Experimental Analysis of Interacting HT22 Plasma Membrane Cholesterol and β-Amyloid

The peptide β-Amyloid (β-A) is known to be one of the primary factors causing neurodegeneration in the Alzheimer disease. Hence, one would like to know the factors that would increase or decrease the toxicity of β-Amyloid in the brain. One of the factors that are debated in the literature is cholesterol, where it is not clear if modulating the levels of cholesterol would affect the degree of toxicity of β-Amyloid on neuron cells in the brain. In order to investigate this problem, data were collected and analyzed for three types of experiments: 1) Correspondence between cholesterol and methyl-β-cyclodextrin (MβCD) measurements; 2) measurements of the relative fluorescence unit (RFU) with respect to MβCD concentration (with/without β-A); and 3) RFU measurements with respect to β-A concentration (with/without MβCD).

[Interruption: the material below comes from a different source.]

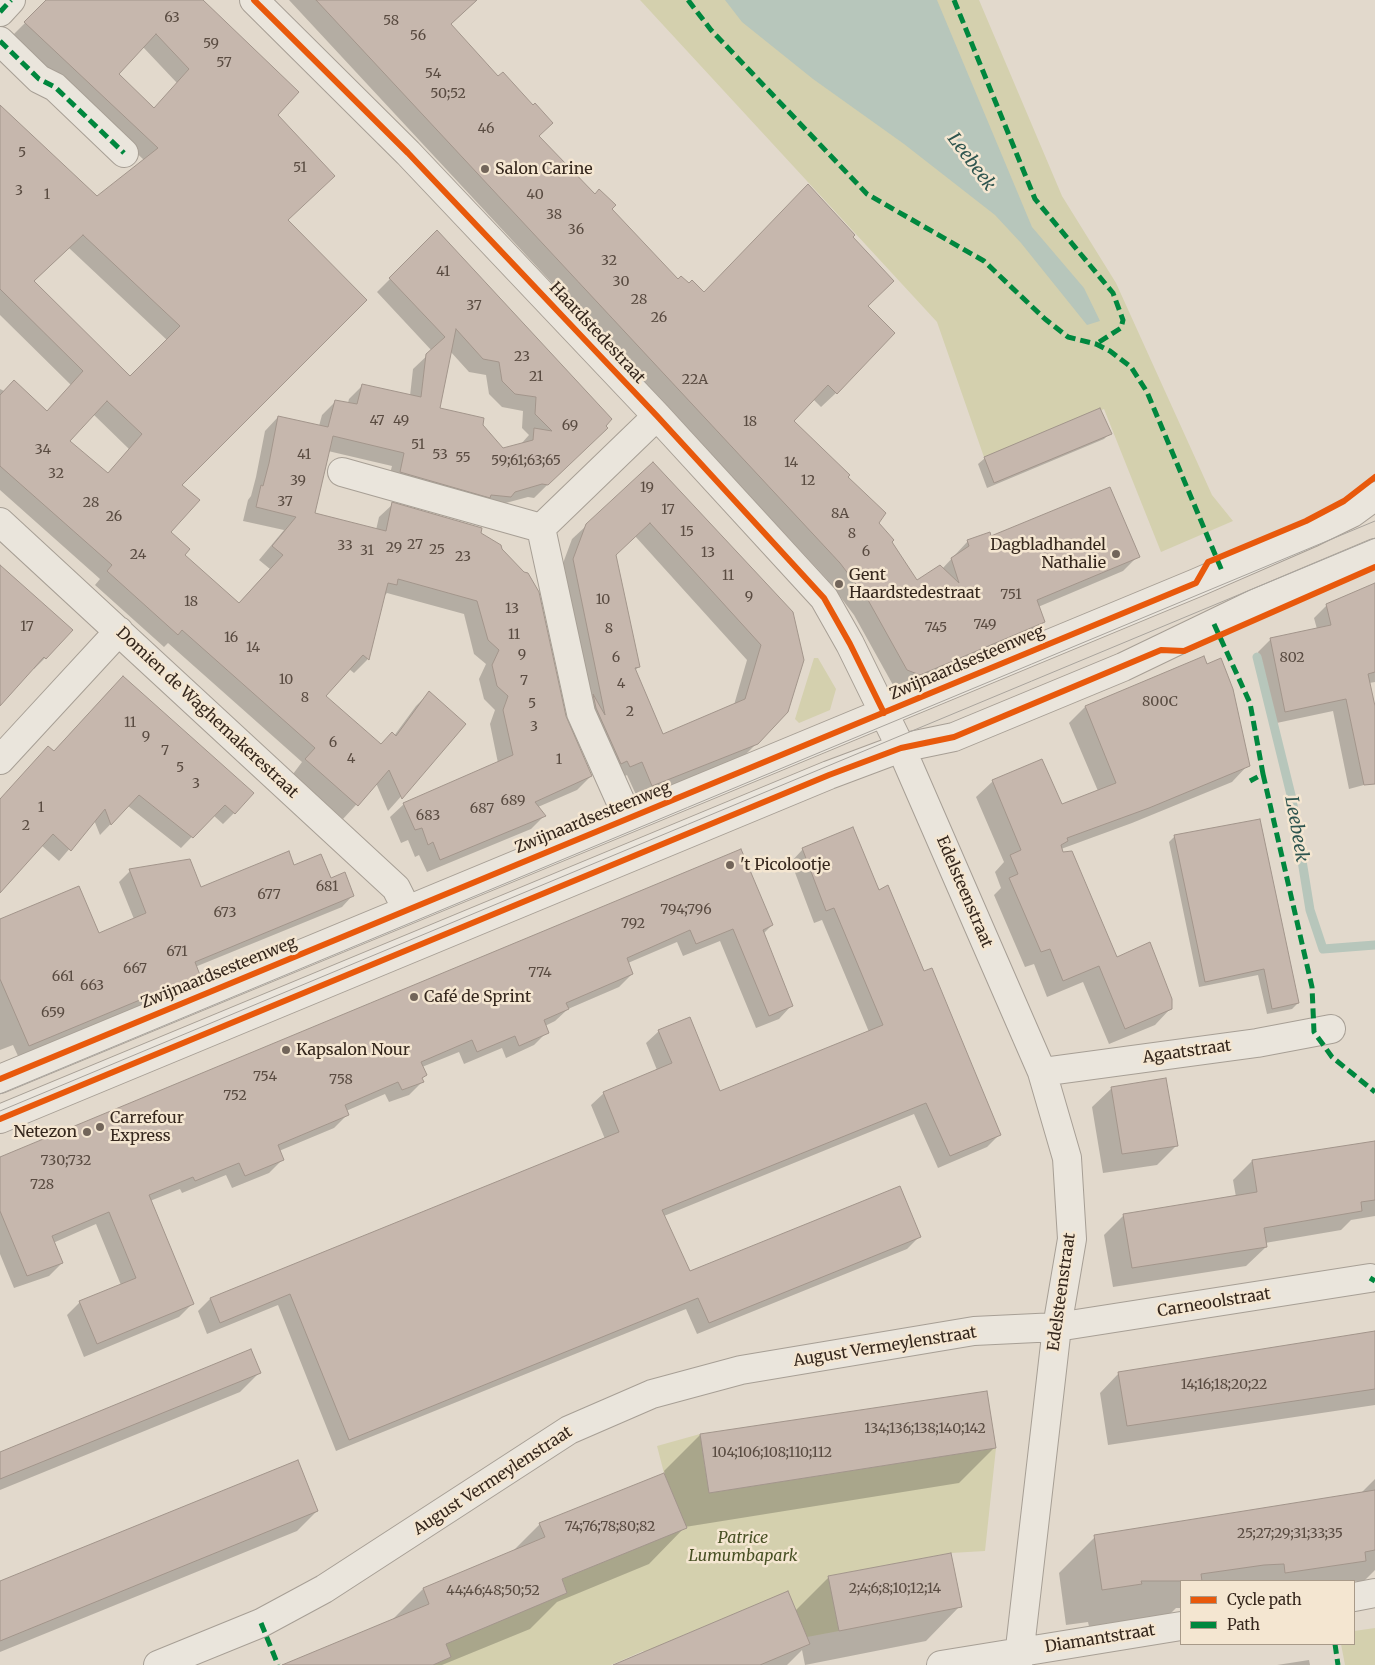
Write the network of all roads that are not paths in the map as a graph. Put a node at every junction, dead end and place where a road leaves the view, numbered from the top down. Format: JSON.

HT22 hippocampal neurons immortalized with the simian virus SV-40 large T-antigen plasmid vector were used to conduct the experiments. Mito-ID Membrane potential cytotoxicity was used as a measure of mitochondrial potential change. The statistical analysis of the presented experimental results indicates that cholesterol has no statistically significant effect on the degree of toxicity of β-Amyloid.